Data items:
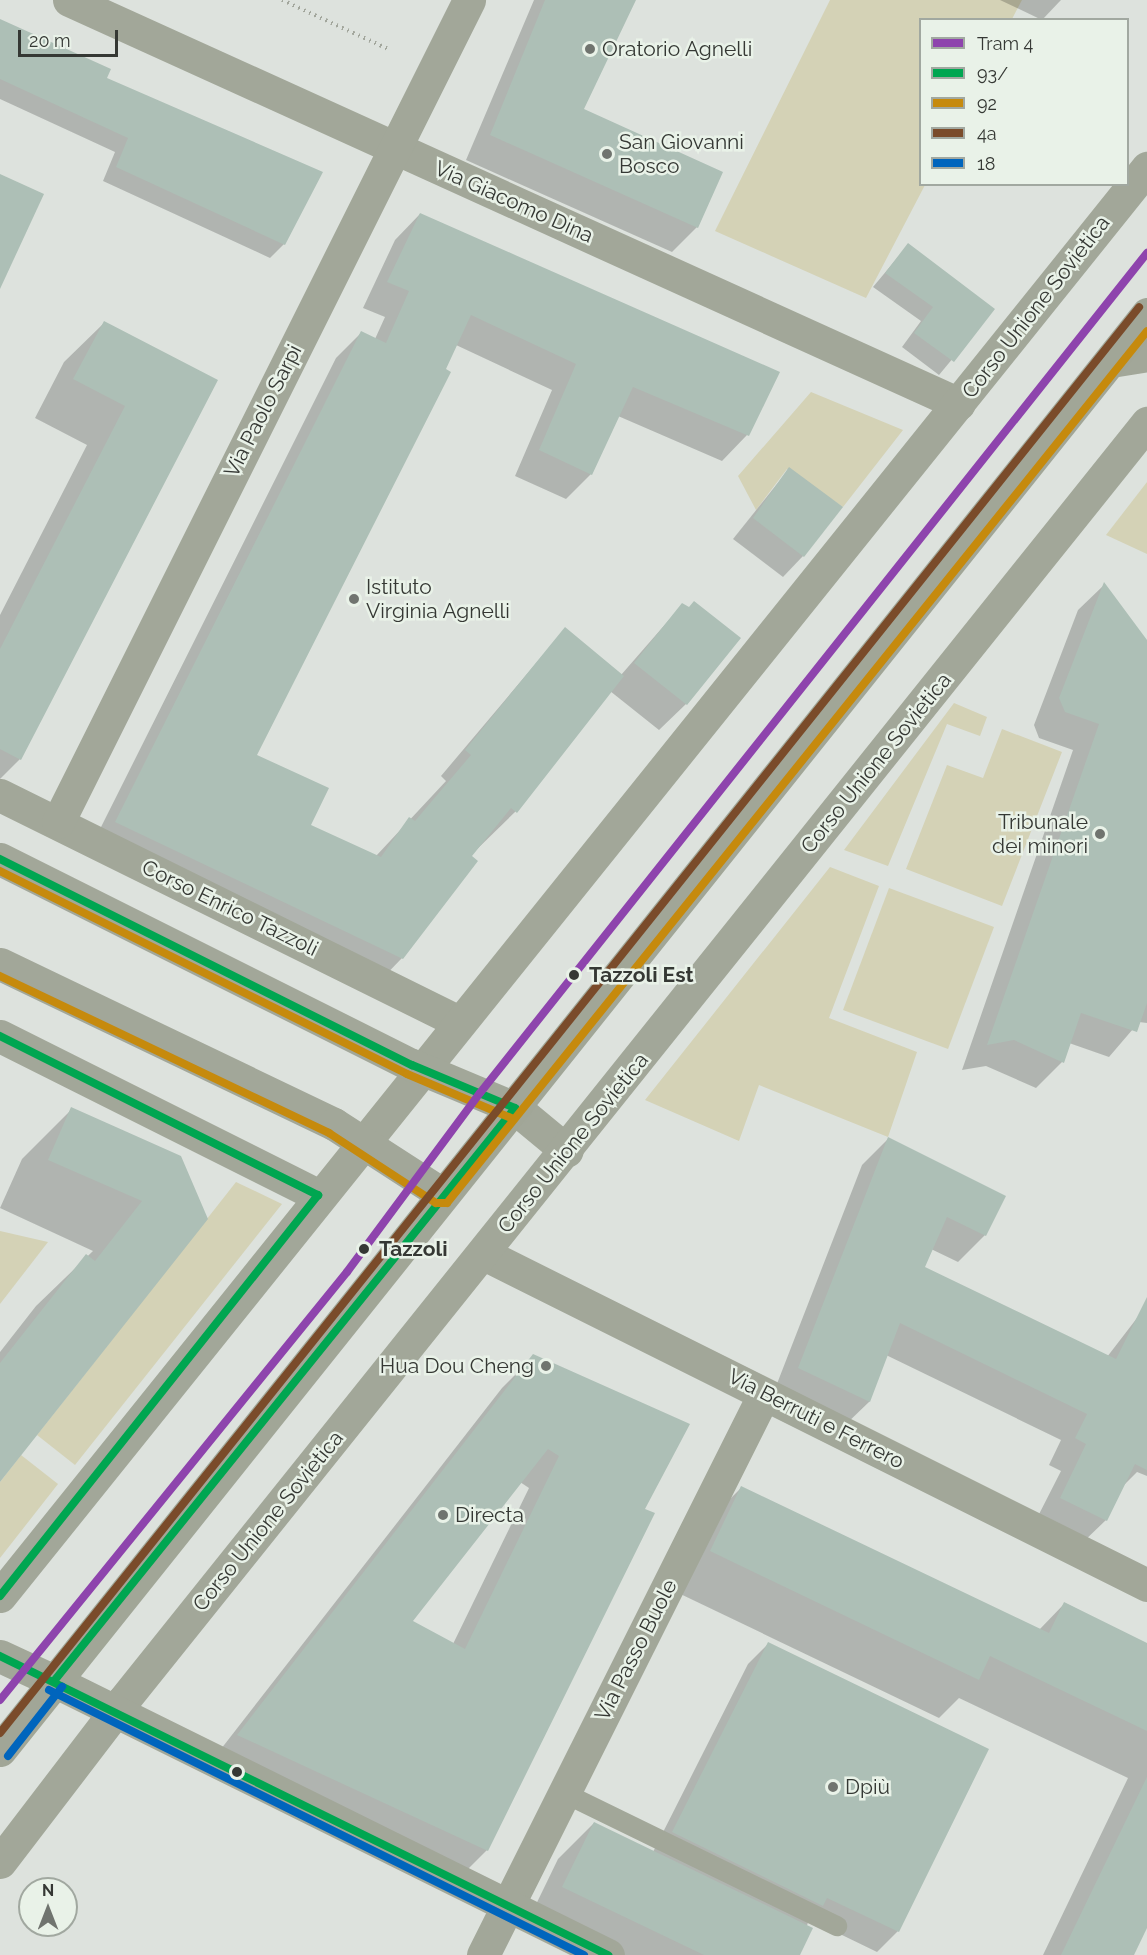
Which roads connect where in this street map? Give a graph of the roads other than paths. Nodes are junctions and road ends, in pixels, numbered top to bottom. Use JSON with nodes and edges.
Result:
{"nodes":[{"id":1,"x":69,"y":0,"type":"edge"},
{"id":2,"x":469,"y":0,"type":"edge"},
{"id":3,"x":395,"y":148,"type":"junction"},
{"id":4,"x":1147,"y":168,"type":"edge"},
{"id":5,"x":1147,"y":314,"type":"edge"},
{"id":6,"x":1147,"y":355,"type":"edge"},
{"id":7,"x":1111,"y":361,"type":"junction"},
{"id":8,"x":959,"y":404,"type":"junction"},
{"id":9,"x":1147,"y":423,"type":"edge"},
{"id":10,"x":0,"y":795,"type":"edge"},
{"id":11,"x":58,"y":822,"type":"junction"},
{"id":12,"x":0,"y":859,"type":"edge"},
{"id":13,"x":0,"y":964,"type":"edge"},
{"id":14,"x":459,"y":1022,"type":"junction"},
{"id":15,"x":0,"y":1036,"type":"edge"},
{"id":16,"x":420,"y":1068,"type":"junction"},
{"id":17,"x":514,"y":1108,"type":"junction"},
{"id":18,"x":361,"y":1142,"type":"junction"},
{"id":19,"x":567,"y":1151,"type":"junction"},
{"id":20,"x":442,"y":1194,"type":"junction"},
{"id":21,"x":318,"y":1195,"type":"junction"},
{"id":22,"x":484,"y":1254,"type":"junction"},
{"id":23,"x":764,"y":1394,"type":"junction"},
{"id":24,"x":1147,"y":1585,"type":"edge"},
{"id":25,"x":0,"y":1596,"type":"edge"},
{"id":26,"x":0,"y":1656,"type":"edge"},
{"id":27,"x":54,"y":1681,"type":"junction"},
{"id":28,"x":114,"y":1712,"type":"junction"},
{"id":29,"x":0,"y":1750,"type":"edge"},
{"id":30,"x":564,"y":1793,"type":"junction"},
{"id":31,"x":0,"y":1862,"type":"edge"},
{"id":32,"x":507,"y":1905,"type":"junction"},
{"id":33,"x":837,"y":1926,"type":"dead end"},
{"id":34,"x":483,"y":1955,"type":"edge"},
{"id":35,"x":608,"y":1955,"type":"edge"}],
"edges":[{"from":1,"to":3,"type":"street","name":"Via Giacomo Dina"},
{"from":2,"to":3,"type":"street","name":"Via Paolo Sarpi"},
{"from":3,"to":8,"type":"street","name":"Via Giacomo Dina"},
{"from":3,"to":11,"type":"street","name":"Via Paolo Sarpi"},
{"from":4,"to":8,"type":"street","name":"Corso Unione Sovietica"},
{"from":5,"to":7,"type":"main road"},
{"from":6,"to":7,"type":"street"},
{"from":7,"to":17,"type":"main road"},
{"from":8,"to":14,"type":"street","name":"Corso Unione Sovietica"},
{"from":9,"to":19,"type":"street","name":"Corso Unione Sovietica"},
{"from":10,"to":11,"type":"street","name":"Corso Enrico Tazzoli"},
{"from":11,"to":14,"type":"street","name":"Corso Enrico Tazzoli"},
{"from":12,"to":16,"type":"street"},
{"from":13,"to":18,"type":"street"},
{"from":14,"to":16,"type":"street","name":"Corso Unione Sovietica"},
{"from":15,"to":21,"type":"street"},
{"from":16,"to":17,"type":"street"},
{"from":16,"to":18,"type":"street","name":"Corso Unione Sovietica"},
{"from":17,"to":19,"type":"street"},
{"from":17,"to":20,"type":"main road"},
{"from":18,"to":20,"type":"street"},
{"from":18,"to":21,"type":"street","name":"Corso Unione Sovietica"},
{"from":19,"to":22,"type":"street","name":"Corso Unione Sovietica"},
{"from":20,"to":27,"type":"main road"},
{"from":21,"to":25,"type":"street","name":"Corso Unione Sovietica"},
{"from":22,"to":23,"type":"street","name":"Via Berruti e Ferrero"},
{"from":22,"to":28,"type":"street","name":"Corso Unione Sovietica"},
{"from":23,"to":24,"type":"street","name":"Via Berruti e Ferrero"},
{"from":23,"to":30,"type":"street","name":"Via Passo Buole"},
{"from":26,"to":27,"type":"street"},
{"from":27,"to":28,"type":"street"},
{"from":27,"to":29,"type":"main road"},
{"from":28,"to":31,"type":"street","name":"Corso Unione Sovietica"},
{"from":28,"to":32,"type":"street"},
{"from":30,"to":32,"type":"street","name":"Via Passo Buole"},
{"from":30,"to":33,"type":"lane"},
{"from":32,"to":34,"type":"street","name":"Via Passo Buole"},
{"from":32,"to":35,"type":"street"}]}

Try it: Copy each line of the data that contains the word "Unione".

Task solution:
{"from":4,"to":8,"type":"street","name":"Corso Unione Sovietica"},
{"from":8,"to":14,"type":"street","name":"Corso Unione Sovietica"},
{"from":9,"to":19,"type":"street","name":"Corso Unione Sovietica"},
{"from":14,"to":16,"type":"street","name":"Corso Unione Sovietica"},
{"from":16,"to":18,"type":"street","name":"Corso Unione Sovietica"},
{"from":18,"to":21,"type":"street","name":"Corso Unione Sovietica"},
{"from":19,"to":22,"type":"street","name":"Corso Unione Sovietica"},
{"from":21,"to":25,"type":"street","name":"Corso Unione Sovietica"},
{"from":22,"to":28,"type":"street","name":"Corso Unione Sovietica"},
{"from":28,"to":31,"type":"street","name":"Corso Unione Sovietica"},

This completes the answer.